Around 200,000 landlords will need to find an average £1,200 to upgrade each of their rented homes – or face a lettings ban, after the government raises the bar for exemptions from energy efficiency legislation.
Current rules stipulate that buy to let landlords cannot rent to new tenants if their home rates F or G – the lowest categories on an Energy Performance Certificate (EPC) – unless the property is exempt from current rules because the upgrade would cost £2,500 or more.
Next year, the cap will rise to £3,500 for homes in England and Wales.
The average improvement cost is expected to come in at £1,200 per home with around 290,000 homes targeted for the upgrade. The work is expected to save tenants around £180 a year on energy bills.

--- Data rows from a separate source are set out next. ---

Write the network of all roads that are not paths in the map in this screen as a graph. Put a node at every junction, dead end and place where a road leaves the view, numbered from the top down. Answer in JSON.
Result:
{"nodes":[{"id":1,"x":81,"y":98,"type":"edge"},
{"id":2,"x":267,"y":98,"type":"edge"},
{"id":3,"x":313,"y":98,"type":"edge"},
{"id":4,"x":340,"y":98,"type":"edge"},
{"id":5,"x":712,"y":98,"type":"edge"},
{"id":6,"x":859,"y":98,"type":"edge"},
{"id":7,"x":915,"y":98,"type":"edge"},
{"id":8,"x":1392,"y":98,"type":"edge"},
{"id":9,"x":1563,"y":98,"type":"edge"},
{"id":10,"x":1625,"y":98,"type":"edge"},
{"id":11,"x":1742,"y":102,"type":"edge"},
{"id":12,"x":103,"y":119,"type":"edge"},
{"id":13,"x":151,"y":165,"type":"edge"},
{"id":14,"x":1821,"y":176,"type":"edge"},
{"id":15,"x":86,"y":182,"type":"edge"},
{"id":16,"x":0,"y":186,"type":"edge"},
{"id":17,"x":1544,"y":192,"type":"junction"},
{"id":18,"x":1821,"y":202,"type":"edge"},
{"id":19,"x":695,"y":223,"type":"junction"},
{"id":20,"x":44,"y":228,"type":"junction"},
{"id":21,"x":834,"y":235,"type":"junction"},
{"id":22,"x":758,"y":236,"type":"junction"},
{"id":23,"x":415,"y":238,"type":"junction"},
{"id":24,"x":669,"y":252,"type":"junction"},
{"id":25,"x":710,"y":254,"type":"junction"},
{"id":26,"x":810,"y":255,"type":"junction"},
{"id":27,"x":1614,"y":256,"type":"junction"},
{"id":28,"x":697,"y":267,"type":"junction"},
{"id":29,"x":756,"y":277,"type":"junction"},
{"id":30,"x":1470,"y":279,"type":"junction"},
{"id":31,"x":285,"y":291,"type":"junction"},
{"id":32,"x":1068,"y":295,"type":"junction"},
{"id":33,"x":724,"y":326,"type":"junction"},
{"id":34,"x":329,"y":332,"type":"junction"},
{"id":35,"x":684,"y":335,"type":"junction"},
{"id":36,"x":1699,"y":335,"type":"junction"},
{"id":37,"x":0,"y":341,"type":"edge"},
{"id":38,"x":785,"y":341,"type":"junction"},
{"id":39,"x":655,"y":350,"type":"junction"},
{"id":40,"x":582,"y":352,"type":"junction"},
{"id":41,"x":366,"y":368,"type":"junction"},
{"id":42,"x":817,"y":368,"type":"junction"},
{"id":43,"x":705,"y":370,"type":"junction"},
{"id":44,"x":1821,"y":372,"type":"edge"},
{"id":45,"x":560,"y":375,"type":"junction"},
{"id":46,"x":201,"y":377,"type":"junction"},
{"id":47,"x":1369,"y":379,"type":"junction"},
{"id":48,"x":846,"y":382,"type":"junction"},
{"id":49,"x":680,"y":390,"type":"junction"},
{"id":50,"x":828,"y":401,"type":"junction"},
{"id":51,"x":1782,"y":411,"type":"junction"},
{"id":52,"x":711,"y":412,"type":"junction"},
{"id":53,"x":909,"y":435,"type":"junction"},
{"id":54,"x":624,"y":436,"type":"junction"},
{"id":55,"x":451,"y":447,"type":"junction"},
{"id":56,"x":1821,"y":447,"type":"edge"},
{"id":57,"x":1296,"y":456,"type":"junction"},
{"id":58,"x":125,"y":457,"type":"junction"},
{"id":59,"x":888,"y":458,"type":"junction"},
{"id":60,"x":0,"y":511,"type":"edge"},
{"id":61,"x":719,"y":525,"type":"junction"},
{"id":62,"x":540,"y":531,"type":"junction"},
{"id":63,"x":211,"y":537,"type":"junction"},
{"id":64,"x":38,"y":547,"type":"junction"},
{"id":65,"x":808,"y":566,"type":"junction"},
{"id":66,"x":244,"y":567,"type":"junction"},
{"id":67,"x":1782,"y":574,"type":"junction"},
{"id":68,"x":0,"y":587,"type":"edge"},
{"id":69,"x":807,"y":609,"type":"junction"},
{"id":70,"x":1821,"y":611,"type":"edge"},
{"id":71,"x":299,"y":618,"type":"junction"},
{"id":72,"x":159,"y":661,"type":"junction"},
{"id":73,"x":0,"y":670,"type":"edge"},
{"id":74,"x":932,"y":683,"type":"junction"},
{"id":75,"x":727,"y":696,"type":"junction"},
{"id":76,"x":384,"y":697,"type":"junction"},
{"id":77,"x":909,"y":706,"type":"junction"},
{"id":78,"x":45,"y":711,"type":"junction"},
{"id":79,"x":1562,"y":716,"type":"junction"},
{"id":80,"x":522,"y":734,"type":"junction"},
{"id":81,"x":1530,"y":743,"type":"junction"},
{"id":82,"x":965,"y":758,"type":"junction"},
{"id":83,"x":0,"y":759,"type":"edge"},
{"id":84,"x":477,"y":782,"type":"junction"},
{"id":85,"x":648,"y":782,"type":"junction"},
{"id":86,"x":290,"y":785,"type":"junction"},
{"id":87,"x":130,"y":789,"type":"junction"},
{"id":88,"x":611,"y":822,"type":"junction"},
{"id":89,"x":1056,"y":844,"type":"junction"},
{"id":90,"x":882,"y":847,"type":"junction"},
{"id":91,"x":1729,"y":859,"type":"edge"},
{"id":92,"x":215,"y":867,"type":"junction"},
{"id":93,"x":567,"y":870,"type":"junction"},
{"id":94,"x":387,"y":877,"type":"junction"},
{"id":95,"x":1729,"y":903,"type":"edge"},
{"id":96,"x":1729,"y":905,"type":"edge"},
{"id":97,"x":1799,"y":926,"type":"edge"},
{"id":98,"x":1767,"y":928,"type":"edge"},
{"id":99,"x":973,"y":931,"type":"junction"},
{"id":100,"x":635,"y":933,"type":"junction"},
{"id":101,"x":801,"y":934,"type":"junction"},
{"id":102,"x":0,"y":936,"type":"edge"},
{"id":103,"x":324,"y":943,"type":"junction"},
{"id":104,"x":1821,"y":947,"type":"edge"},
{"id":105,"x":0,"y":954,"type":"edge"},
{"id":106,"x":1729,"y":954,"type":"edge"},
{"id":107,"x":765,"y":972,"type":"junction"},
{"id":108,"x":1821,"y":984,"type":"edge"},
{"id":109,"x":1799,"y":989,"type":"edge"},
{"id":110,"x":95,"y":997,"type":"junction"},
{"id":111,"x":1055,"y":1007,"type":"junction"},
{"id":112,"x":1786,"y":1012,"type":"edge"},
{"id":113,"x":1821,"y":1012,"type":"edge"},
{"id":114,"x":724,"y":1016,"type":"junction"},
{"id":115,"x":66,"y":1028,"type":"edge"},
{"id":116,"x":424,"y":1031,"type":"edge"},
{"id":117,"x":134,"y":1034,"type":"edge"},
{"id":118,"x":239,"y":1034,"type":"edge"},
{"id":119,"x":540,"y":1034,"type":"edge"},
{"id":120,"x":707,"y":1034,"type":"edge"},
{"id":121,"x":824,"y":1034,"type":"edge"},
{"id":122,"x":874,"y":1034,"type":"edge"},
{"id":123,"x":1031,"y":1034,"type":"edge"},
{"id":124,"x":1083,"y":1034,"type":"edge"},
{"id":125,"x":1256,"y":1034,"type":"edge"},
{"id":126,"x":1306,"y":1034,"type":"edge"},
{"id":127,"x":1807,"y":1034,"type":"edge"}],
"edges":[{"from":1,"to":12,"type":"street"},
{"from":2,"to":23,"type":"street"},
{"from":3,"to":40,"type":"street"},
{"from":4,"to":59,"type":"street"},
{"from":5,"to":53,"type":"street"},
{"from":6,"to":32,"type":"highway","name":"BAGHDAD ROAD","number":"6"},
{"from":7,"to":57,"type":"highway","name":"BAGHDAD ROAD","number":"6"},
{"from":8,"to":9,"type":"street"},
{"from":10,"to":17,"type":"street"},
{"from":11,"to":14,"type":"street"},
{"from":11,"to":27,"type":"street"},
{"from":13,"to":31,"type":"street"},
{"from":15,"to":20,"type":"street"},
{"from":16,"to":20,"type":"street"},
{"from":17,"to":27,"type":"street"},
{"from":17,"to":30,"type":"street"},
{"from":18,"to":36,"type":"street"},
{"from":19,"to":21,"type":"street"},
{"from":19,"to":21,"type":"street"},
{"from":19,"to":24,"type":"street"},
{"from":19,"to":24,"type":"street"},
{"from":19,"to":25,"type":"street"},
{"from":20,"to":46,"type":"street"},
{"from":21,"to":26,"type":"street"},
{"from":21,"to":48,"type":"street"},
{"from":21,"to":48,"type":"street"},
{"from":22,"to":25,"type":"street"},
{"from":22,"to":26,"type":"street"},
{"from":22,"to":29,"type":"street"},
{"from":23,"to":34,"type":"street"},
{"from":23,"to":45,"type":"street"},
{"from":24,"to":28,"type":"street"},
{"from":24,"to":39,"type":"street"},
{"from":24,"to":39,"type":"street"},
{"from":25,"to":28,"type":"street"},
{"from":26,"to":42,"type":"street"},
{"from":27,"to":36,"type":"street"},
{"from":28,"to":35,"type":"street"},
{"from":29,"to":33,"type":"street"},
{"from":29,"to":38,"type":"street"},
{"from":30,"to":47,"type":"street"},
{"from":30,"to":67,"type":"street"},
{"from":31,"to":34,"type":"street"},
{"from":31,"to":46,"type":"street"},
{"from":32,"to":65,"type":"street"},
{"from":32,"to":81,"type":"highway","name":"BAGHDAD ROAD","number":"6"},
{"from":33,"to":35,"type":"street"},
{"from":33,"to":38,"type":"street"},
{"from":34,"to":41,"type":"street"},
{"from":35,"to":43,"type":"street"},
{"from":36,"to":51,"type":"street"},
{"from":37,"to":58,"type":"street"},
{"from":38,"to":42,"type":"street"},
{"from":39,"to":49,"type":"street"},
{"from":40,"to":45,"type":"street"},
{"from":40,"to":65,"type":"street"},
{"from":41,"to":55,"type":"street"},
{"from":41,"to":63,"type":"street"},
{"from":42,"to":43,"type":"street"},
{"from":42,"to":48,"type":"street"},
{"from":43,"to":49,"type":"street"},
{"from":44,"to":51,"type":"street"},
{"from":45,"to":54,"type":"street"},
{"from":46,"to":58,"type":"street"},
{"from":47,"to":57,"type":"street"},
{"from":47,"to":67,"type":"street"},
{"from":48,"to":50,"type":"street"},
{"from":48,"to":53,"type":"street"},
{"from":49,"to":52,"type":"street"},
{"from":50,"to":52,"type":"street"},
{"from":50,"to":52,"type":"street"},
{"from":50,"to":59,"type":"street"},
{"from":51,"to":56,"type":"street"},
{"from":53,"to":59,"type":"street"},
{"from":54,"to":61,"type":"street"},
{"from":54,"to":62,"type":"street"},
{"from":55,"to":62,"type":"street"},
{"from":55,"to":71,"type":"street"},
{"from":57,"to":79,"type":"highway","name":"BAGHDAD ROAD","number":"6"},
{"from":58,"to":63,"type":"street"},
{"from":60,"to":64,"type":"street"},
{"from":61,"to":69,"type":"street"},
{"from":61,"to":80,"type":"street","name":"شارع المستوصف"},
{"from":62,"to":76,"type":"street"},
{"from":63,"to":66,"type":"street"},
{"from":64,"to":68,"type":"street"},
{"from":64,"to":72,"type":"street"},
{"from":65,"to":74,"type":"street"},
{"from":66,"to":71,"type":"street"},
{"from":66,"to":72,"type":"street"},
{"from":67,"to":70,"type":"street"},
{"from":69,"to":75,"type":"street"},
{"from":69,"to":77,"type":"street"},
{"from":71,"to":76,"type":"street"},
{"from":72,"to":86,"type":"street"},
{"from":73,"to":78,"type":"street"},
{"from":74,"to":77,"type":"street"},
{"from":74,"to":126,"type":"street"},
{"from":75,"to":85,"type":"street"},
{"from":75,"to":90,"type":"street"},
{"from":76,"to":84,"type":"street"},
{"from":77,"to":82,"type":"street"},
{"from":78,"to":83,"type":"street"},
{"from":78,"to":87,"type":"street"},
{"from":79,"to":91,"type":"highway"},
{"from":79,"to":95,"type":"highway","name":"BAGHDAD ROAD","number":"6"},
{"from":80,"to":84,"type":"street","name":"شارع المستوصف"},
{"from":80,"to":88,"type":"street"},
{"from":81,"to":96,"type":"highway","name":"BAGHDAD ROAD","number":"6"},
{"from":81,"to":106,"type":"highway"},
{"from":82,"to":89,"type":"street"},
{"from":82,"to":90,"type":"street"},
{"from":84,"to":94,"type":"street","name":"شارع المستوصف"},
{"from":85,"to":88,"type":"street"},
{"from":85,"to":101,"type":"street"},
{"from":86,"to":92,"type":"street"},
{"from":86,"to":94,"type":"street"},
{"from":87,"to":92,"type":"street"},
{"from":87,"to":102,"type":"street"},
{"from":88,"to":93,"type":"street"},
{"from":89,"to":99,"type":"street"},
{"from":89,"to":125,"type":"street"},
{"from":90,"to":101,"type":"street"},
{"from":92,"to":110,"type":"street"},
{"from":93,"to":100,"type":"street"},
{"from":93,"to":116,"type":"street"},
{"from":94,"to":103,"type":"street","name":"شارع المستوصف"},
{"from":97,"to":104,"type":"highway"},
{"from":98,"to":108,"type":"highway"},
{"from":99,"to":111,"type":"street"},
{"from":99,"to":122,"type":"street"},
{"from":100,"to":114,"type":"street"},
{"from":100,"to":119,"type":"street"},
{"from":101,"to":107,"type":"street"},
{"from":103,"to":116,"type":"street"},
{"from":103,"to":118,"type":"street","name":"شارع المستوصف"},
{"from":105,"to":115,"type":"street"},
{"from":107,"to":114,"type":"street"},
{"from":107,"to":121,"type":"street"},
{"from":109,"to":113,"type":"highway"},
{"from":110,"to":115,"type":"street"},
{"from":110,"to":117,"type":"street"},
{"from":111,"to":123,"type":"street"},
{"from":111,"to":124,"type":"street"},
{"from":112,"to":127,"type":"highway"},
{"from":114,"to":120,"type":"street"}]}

The improvements include works like insulating walls or floors, installing low energy lighting and laying thicker loft insulation.
Energy and Clean Growth Minister Claire Perry said: “While most landlords take great pride in the properties they own, a minority still rent out housing that is difficult to keep warm. Upgrading these homes so they are more energy efficient is one of the most effective ways to tackle fuel poverty and help bring down bills for their tenants.
“Everyone should be protected against the cold in their own home and today’s announcement will bring this reality closer.”
Housing Minister Heather Wheeler said: “I strongly welcome these new measures, which will help improve the coldest homes, protecting tenants whilst also saving them money.
“This builds on our on-going work to crack down on the small minority of rogue landlords and drive up standards in the Private Rented Sector, including through our reviews of health and safety standards and carbon monoxide alarm requirements in the home.”